La gran parte dei comportamenti assertivi verbali si esercitano a partire da forme di comunicazione adeguate. L’obiettivo non è imparare le formule a memoria, ma fare in modo che quelle stesse forme, essendo l’esito di un buon processo di consapevolezza, insorgano spontaneamente.
Se mi arrabbio e accuso l’Altro d’avermi fatto arrabbiare, quante probabilità ci sono che quell’interazione non degeneri in conflitto?” e, ancora, “Sono più interessata a ribadire la mia rabbia e, casomai, a un confronto, o il mio intento è quello di far sentire in colpa l’altro?”. Ma, soprattutto, “Mi sono domandato perché mi sto arrabbiando?” quindi “La mia rabbia, sono sicuro sia la diretta conseguenza del comportamento dell’altro oppure scaturisce dal modo in cui io l’ho letto, interpretato?”.
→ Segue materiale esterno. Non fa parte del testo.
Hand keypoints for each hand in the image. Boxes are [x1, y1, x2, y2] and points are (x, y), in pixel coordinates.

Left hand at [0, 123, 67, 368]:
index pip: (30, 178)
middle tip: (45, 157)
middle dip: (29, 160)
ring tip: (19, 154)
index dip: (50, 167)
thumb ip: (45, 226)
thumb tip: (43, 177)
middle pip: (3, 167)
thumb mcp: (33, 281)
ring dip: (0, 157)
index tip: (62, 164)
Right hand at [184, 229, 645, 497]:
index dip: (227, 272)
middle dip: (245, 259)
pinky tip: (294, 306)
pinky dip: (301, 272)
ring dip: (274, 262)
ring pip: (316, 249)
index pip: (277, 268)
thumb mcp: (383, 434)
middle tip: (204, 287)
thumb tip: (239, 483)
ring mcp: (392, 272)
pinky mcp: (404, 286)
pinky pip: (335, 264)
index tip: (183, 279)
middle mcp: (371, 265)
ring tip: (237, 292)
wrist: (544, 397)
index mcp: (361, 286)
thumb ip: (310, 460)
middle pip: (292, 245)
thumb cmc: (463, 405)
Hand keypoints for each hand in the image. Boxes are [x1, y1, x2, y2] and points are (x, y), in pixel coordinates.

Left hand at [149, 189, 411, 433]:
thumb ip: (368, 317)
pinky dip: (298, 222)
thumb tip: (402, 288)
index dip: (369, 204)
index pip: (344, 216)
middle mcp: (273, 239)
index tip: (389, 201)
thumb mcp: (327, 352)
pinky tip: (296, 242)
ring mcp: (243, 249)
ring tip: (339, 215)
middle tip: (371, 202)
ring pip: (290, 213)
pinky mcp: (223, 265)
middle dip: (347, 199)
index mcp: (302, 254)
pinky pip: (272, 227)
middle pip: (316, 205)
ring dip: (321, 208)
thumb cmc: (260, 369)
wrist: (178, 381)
Interpretiamo quello che gli altri fanno sulla base delle nostre convinzioni, dei nostri valori, ideali, delle nostre preferenze. Una maggiore conoscenza dei nostri processi cognitivi ed emotivi ci consente di comprendere meglio ciò che sta accadendo dentro di noi quindi di riconoscere che  non sarà la reazione aggressiva, né la rinuncia all’affermazione delle nostre preferenze a proteggerci dall’eventualità che al di là del nostro confine accada qualcosa che non ci piace, che ci ferisce.

La capacità di fare/rifiutare richieste è un’abilità sociale che ci consente di non trovarci nella condizione di accettare passivamente le decisioni/insistenze altrui e di chiarire ciò che vorremmo accadesse, lasciando l’Altro libero di scegliere.
Noi possiamo scegliere, gli altri possono scegliere.
Se avvertiamo la necessità di chiedere aiuto a un amico, lui sarà libero di scegliere se accettare o meno di aiutarci e, se anche lui si concentrerà sulla sua libera scelta, quindi sulla valutazione di quello che sarebbe per lui più o meno opportuno fare, le possibilità sono due: l’arrivo di un aiuto sincero, commisurato a una richiesta formulata in modo chiaro o il rifiuto motivato dall’esperienza soggettiva dell’amico, che, auspicabilmente, chiarirà i motivi di quel rifiuto. Entrambi, quindi, ci sentiremo liberi, di chiedere aiuto un’altra volta così come di rifiutare di darlo, qualora la richiesta non fosse commisurata alle risorse che abbiamo a disposizione.

Noi scegliamo e gli altri scelgono.
Agiamo, tutti, sulla base delle nostre motivazioni, delle nostre convinzioni, dei nostri vissuti che spesso sono sensibilmente distanti da quelli degli altri.
Un’azione che io leggo a pratico come una gentilezza potrebbe essere interpretata come il tentativo di sminuire la capacità dell’altro.

I confini non sono muri, barriere. Non allontanano né dividono.  Proteggono il nostro Sé e rispettano quello dell’Altro, sono la panchina dove ci si incontra per affermare se stessi, cercando, al contempo, il punto d’incontro con l’altro.  L’affermazione non è prevaricazione, se praticata assertivamente.

“Io credo che”, più che “Non è come dici tu”.
“A me piace”, più che “Devi provarlo, deve piacerti”.
“Questo tuo comportamento mi delude”, più che “Mi hai deluso”.
“Forse non ho capito bene”, più che “Ti sei spiegato male”.
“Forse non mi sono spiegato bene”, più che “Non hai capito”.

“Non sei tu, sono io”, manifesto dell’amore non corrisposto è, in realtà, una formula che funziona, benché sia difficile da accettare.
Non sei tu, sono io, significa che tu non puoi fare nulla perché per me le cose cambino e, sicuramente il senso d’impotenza ti farà vivere dei momenti di difficoltà, ma quanto sarebbe più disonesto affidarti la responsabilità del mio vissuto che, a conclusione e per ribadire, non dipende esclusivamente dai tuoi comportamenti?